I used to be financially independent with a good job that gave me ‘another life’, but now I depend on Ben for every penny. Getting my hair done or buying a new pair of shoes (that, admittedly, I don’t need) feels a bit like robbing the bank. But we have a fabulous family home and I understand we have to be careful.
Before children, we never argued and received all our affection from one another. But immediately post-birth of both our children we started to argue nastily and rather frequently. I must say we are just getting things back on track and are both making an effort to nip fights in the bud by biting our tongues. We now get our affection from our kids, which can drive a wedge between us as a couple. There are times when I’d rather have a cuddle with chubby little cheeks and a button nose, than with him.
Now that our youngest is nearly two, and in nursery, I’m back at work and that’s given me a bit of the independence I’ve been craving. Despite only working for the past eight months, it’s improved our relationship hugely. I feel like we’re on a level playing field again, and understand each other’s lives better.

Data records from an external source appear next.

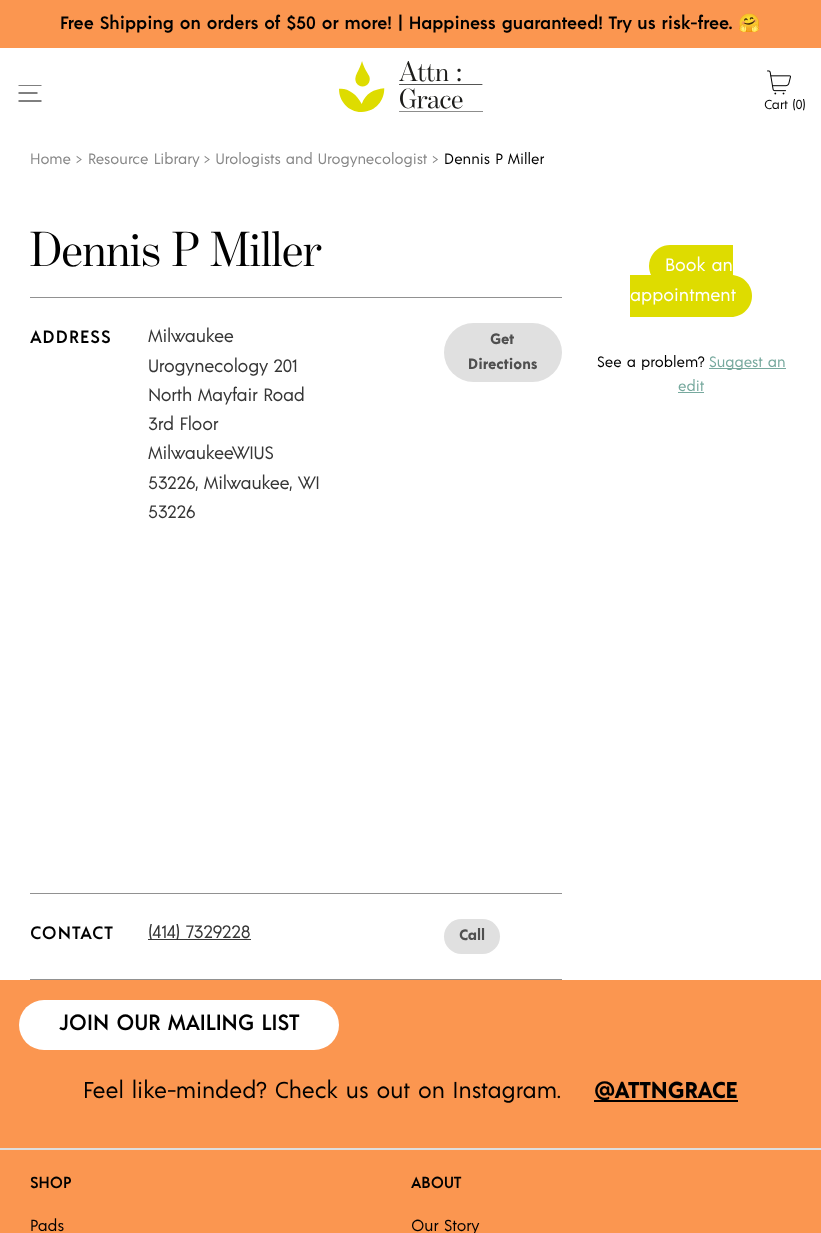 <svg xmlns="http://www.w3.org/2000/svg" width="821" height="1233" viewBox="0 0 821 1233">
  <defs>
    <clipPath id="clip1"><rect x="15" y="85" width="30" height="17"/></clipPath>
  </defs>
  <rect width="100%" height="100%" fill="#ffffff"/>
  <rect x="0" y="0" width="821" height="48" fill="#fb9650"/>
  <text x="60" y="29" font-family="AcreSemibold" font-size="18" font-weight="600" fill="#000000">Free Shipping on orders of $50 or more! | Happiness guaranteed! Try us risk-free.</text>
  <text x="738" y="29" font-family="Noto Color Emoji" font-size="18" font-weight="bold" fill="#000000">🤗</text>
  <g clip-path="url(#clip1)">
    <path d="M18.5 85H41.5" fill="none" stroke="#000000"/>
  </g>
  <path d="M18.5 93H37.5M18.5 101H41.5" fill="none" stroke="#000000"/>
  <image x="339" y="61" width="144" height="51" href="img1.png"/>
  <image x="767" y="70" width="24" height="25" href="img2.png"/>
  <text x="764" y="109" font-family="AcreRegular" font-size="13" fill="#000000">Cart (0)</text>
  <text x="30" y="164" font-family="AcreRegular" font-size="15" fill="#878787">Home &gt;</text>
  <text x="88" y="164" font-family="AcreRegular" font-size="15" fill="#878787">Resource Library</text>
  <text x="204" y="164" font-family="AcreRegular" font-size="15" fill="#878787">&gt; Urologists and Urogynecologist &gt;</text>
  <text x="444" y="164" font-family="AcreRegular" font-size="15" fill="#000000">Dennis P Miller</text>
  <text x="30" y="266" font-family="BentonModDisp" font-size="50" letter-spacing="-0.1" fill="#000000">Dennis P Miller</text>
  <rect x="30" y="297" width="532" height="1" fill="#919191"/>
  <rect x="30" y="893" width="532" height="1" fill="#919191"/>
  <text x="30" y="343" font-family="AcreSemibold" font-size="18" font-weight="600" letter-spacing="1" fill="#000000">ADDRESS</text>
  <text x="148" y="342" font-family="AcreRegular" font-size="18" letter-spacing="-0.25" fill="#363636">Milwaukee</text>
  <text x="148" y="372" font-family="AcreRegular" font-size="18" letter-spacing="-0.25" fill="#363636">Urogynecology 201</text>
  <text x="148" y="401" font-family="AcreRegular" font-size="18" letter-spacing="-0.25" fill="#363636">North Mayfair Road</text>
  <text x="148" y="430" font-family="AcreRegular" font-size="18" letter-spacing="-0.25" fill="#363636">3rd Floor</text>
  <text x="148" y="459" font-family="AcreRegular" font-size="18" letter-spacing="-0.25" fill="#363636">MilwaukeeWIUS</text>
  <text x="148" y="489" font-family="AcreRegular" font-size="18" letter-spacing="-0.25" fill="#363636">53226, Milwaukee, WI</text>
  <text x="148" y="518" font-family="AcreRegular" font-size="18" letter-spacing="-0.25" fill="#363636">53226</text>
  <rect x="444" y="323" width="118" height="59" rx="29.5" fill="#e0e0e0"/>
  <text x="490" y="344" font-family="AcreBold" font-size="15" font-weight="bold" fill="#4f4f4f">Get</text>
  <text x="468" y="369" font-family="AcreBold" font-size="15" font-weight="bold" fill="#4f4f4f">Directions</text>
  <rect x="30" y="979" width="532" height="1" fill="#919191"/>
  <text x="30" y="939" font-family="AcreSemibold" font-size="18" font-weight="600" letter-spacing="1" fill="#000000">CONTACT</text>
  <rect x="148" y="939" width="103" height="1" fill="#363636"/>
  <text x="148" y="938" font-family="AcreRegular" font-size="18" fill="#363636">(414) 7329228</text>
  <rect x="444" y="919" width="56" height="35" rx="17.5" fill="#e0e0e0"/>
  <text x="459" y="940" font-family="AcreBold" font-size="15" font-weight="bold" fill="#4f4f4f">Call</text>
  <path d="M670 245H733V287H670C658.5 287 649 277.5 649 266C649 254.5 658.5 245 670 245Z" fill="#dedc00"/>
  <text x="665" y="271" font-family="AcreRegular" font-size="18" fill="#ffffff">Book an</text>
  <path d="M630 275H731C742.5 275 752 284.5 752 296C752 307.5 742.5 317 731 317H630Z" fill="#dedc00"/>
  <text x="630" y="301" font-family="AcreRegular" font-size="18" fill="#ffffff">appointment</text>
  <text x="597" y="367" font-family="AcreRegular" font-size="15" fill="#000000">See a problem?</text>
  <rect x="709" y="368" width="77" height="1" fill="#77a99e"/>
  <text x="709" y="367" font-family="AcreRegular" font-size="15" fill="#77a99e">Suggest an</text>
  <text x="678" y="391" font-family="AcreRegular" font-size="15" fill="#77a99e">edit</text>
  <rect x="678" y="392" width="26" height="1" fill="#77a99e"/>
  <rect x="0" y="980" width="821" height="253" fill="#fb9650"/>
  <rect x="19" y="1000" width="320" height="50" rx="25" fill="#ffffff"/>
  <text x="59" y="1030" font-family="AcreSemibold" font-size="22" font-weight="600" fill="#000000">JOIN OUR MAILING LIST</text>
  <text x="83" y="1098" font-family="AcreRegular" font-size="23" fill="#000000">Feel like-minded? Check us out on Instagram.</text>
  <rect x="594" y="1100" width="144" height="2" fill="#000000"/>
  <text x="594" y="1098" font-family="AcreBold" font-size="23" font-weight="bold" fill="#000000">@ATTNGRACE</text>
  <rect x="0" y="1148" width="821" height="2" fill="#dedede"/>
  <text x="30" y="1188" font-family="AcreSemibold" font-size="16" font-weight="600" fill="#000000">SHOP</text>
  <text x="30" y="1231" font-family="AcreRegular" font-size="16" fill="#000000">Pads</text>
  <text x="411" y="1188" font-family="AcreSemibold" font-size="16" font-weight="600" fill="#000000">ABOUT</text>
  <text x="411" y="1231" font-family="AcreRegular" font-size="16" fill="#000000">Our Story</text>
</svg>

Ben very recently realised that me going back to work full time would cost us loads of money. So full time just is not suitable for us. With a foot in both camps, I feel that modern career women really have had it all. Nothing has held us back professionally. Yet, we’ve lost regard for being a stay at home mum – even when I was in it, I felt that nothing was more important. Long term stay-at-home mums are looked down on – not commended. Why not? It’s an amazing job. But we’ve wanted it all and undermined the role in the process. I’d like to see it celebrated. I think we’ve undermined it in the minds of our partners, too. No wonder they don’t appreciate all that stay-at-home mums do.
I think the baby years have been a huge strain our relationship. But we are coming out of that phase and things are looking much brighter for our relationship. I’ve loved every minute of my babies. I miss those precious and fleeting moments. But the next phase is exciting and challenging too.”